WHAT NEEDS TO BE DONE: Using the listing below, select the lines with the word "this" and copy them.

DATASET RECORDS:
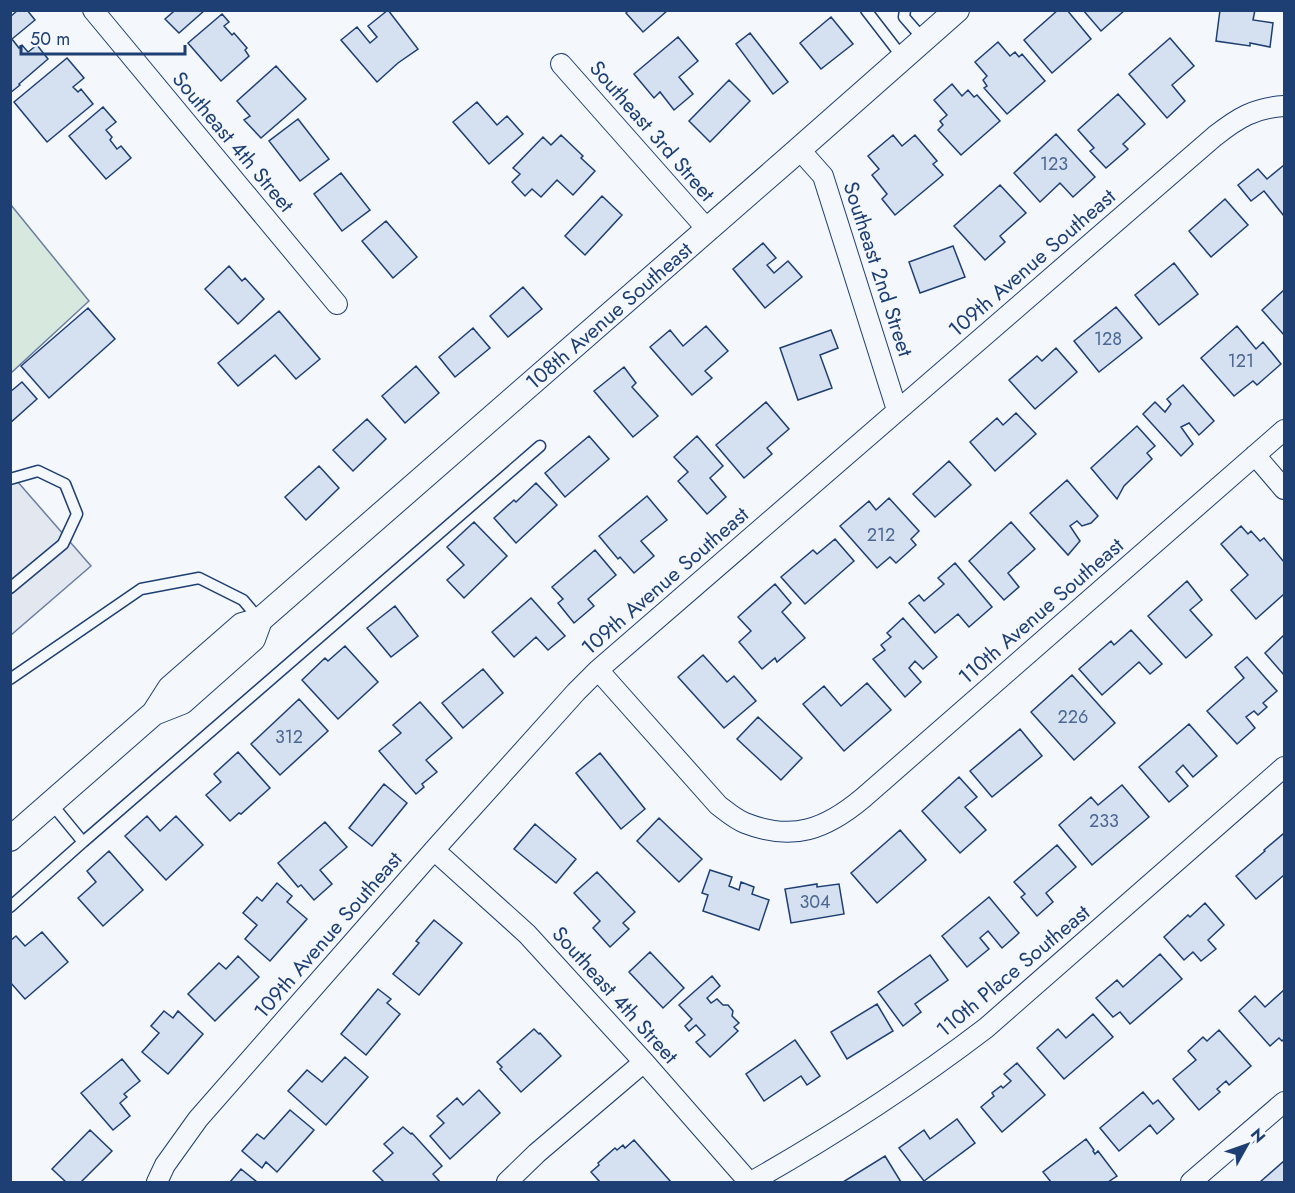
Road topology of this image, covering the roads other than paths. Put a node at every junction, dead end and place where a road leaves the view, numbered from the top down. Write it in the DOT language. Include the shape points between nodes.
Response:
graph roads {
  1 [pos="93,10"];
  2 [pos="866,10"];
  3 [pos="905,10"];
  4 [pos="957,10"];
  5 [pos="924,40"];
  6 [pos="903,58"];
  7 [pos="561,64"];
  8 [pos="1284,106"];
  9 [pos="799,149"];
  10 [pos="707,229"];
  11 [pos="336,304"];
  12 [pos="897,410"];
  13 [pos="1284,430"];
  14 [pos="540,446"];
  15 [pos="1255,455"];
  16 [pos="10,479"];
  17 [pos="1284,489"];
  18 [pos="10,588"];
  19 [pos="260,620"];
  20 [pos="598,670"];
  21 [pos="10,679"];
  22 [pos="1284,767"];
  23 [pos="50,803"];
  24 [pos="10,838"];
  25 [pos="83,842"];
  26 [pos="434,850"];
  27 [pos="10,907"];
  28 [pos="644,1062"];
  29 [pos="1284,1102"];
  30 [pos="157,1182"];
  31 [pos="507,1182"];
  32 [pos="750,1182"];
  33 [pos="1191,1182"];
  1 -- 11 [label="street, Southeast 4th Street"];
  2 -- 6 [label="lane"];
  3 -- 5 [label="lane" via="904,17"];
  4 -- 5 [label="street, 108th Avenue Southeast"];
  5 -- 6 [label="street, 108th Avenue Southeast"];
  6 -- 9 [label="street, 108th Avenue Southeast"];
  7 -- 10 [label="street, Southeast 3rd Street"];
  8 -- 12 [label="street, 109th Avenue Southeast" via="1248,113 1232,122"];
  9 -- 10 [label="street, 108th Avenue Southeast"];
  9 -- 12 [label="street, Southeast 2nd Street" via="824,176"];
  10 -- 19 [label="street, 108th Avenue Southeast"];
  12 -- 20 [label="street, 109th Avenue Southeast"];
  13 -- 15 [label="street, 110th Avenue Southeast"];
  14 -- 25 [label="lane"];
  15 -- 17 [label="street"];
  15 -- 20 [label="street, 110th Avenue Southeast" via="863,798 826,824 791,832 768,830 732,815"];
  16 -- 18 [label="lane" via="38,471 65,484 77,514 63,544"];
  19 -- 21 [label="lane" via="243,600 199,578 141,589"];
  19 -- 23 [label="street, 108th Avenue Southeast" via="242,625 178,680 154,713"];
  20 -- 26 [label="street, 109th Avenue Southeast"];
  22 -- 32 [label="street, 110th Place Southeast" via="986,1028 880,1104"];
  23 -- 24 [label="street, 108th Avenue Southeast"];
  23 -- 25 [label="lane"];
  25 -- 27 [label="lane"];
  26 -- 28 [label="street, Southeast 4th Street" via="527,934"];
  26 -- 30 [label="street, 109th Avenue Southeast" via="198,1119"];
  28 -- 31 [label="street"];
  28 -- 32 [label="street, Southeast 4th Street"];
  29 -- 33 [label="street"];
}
* * *
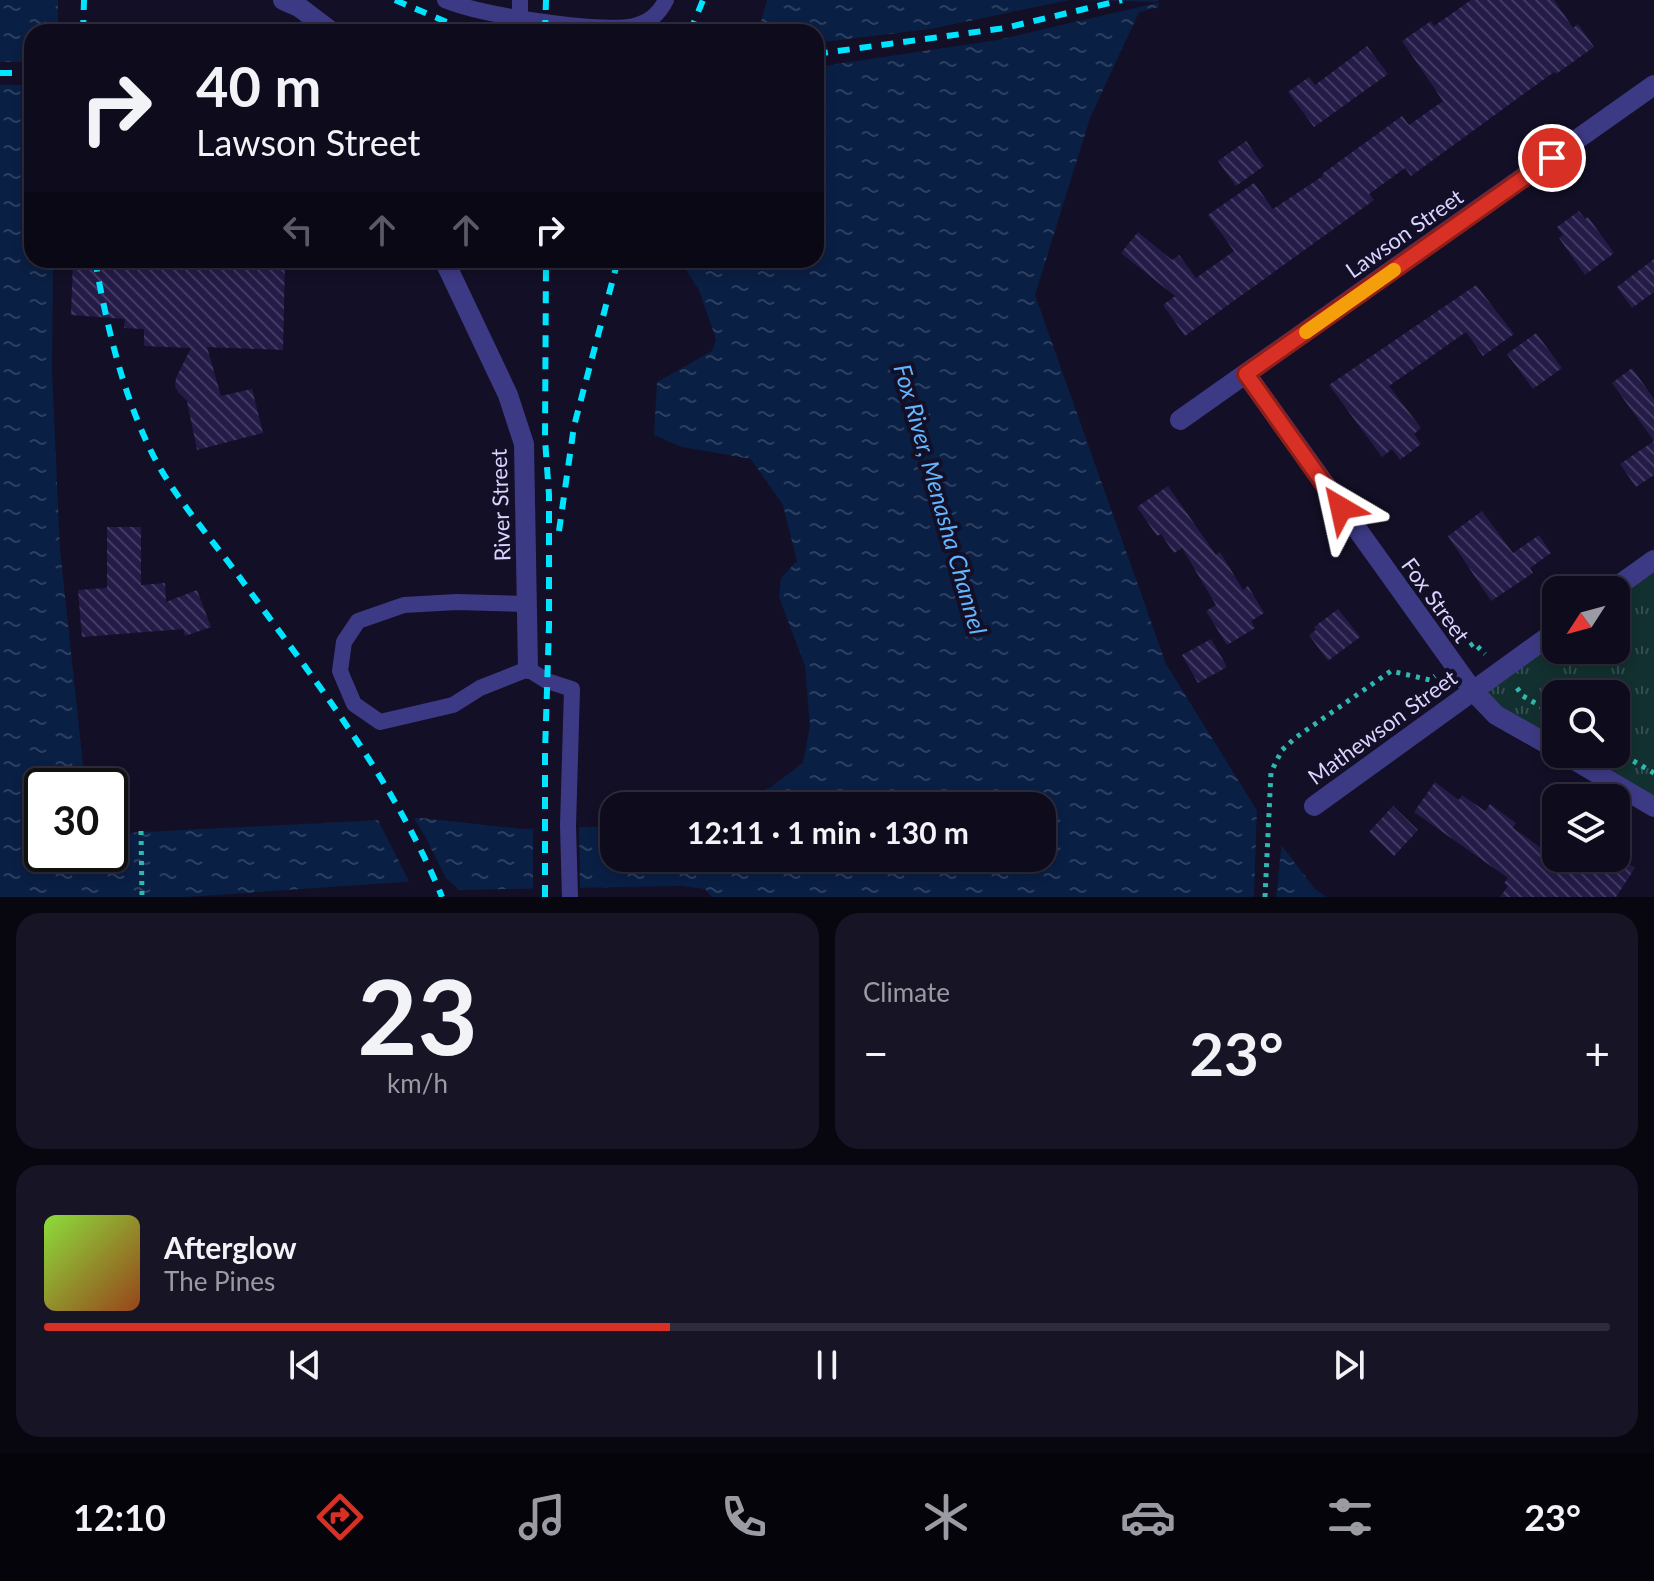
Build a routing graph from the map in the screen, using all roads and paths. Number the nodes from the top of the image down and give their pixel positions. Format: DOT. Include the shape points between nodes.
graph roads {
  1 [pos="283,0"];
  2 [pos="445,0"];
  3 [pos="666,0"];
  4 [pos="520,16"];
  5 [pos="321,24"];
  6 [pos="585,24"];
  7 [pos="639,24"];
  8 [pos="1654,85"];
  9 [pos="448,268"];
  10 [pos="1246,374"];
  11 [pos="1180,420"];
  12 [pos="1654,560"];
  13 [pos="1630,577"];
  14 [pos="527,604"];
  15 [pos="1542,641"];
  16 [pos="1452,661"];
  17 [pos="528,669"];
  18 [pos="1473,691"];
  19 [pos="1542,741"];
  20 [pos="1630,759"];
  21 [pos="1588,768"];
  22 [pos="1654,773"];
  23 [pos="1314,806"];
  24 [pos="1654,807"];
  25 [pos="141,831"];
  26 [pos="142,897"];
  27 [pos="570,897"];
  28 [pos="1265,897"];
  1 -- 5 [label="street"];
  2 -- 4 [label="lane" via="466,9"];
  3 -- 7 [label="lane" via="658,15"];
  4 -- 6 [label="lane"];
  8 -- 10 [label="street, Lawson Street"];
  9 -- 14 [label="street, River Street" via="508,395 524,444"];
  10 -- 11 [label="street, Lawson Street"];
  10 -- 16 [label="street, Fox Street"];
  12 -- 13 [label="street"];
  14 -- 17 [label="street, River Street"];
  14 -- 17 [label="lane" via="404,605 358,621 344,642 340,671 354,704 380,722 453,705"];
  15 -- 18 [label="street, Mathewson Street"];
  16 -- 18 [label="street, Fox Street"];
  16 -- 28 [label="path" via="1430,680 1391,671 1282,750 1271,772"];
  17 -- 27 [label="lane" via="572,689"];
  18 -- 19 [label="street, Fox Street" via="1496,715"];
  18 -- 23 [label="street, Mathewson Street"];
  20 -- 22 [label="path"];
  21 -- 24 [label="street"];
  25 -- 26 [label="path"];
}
==
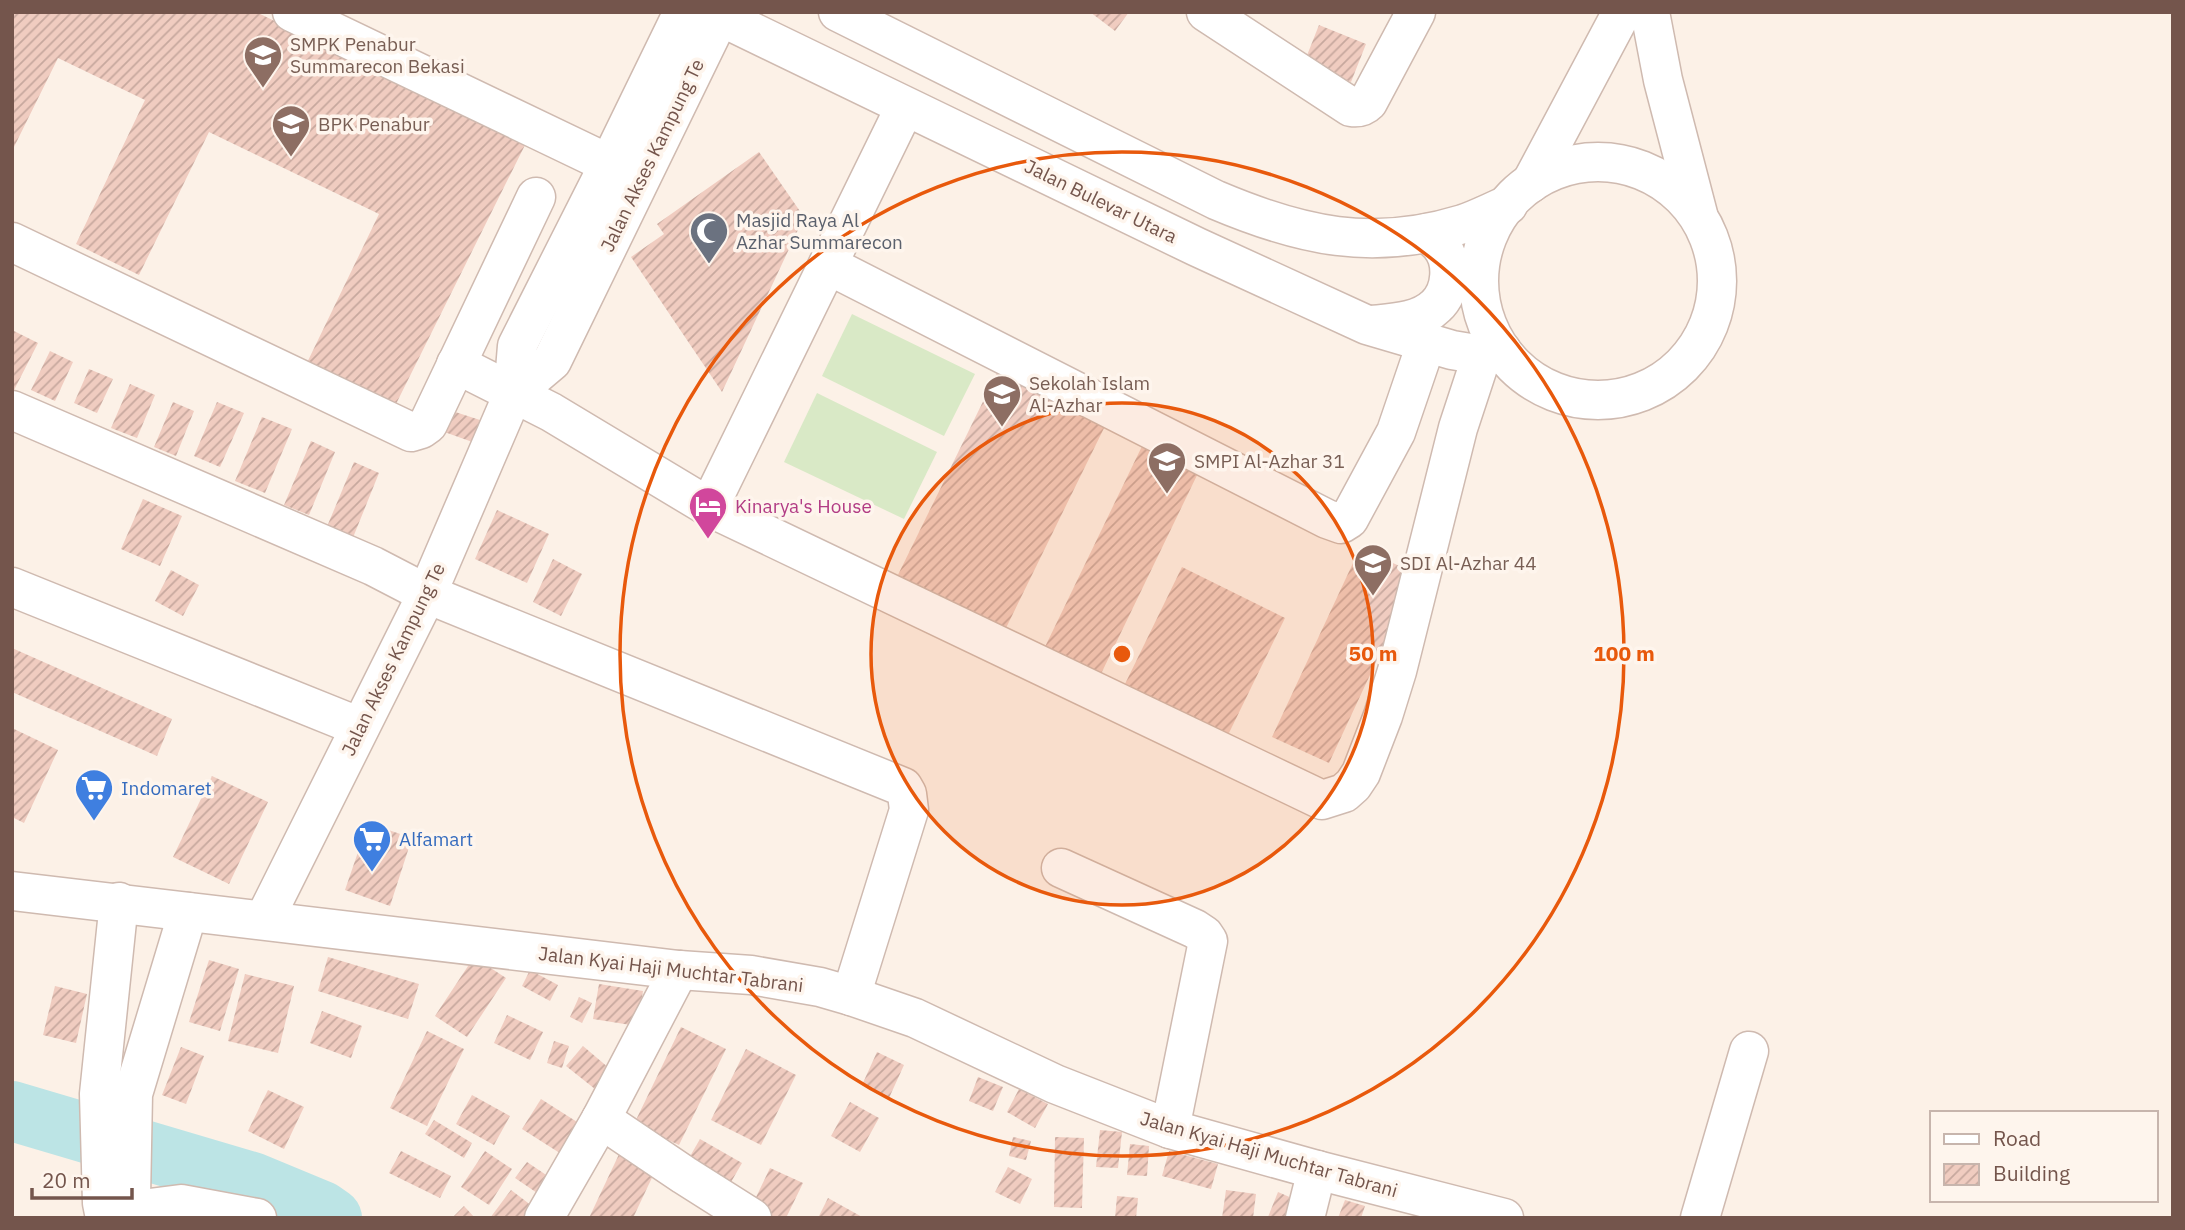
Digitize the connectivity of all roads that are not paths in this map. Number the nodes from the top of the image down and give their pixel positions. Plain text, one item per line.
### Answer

TASK OUTPUT:
Road topology of this image, covering the roads other than paths. Put a node at every junction, dead end and place where a road leaves the view, numbered from the top down. Write it in the DOT language. Include the shape points between nodes.
Digitize the connectivity of all roads that are not paths in this map. Number the nodes from the top of the image down and give their pixel positions. Plain text, one item per line.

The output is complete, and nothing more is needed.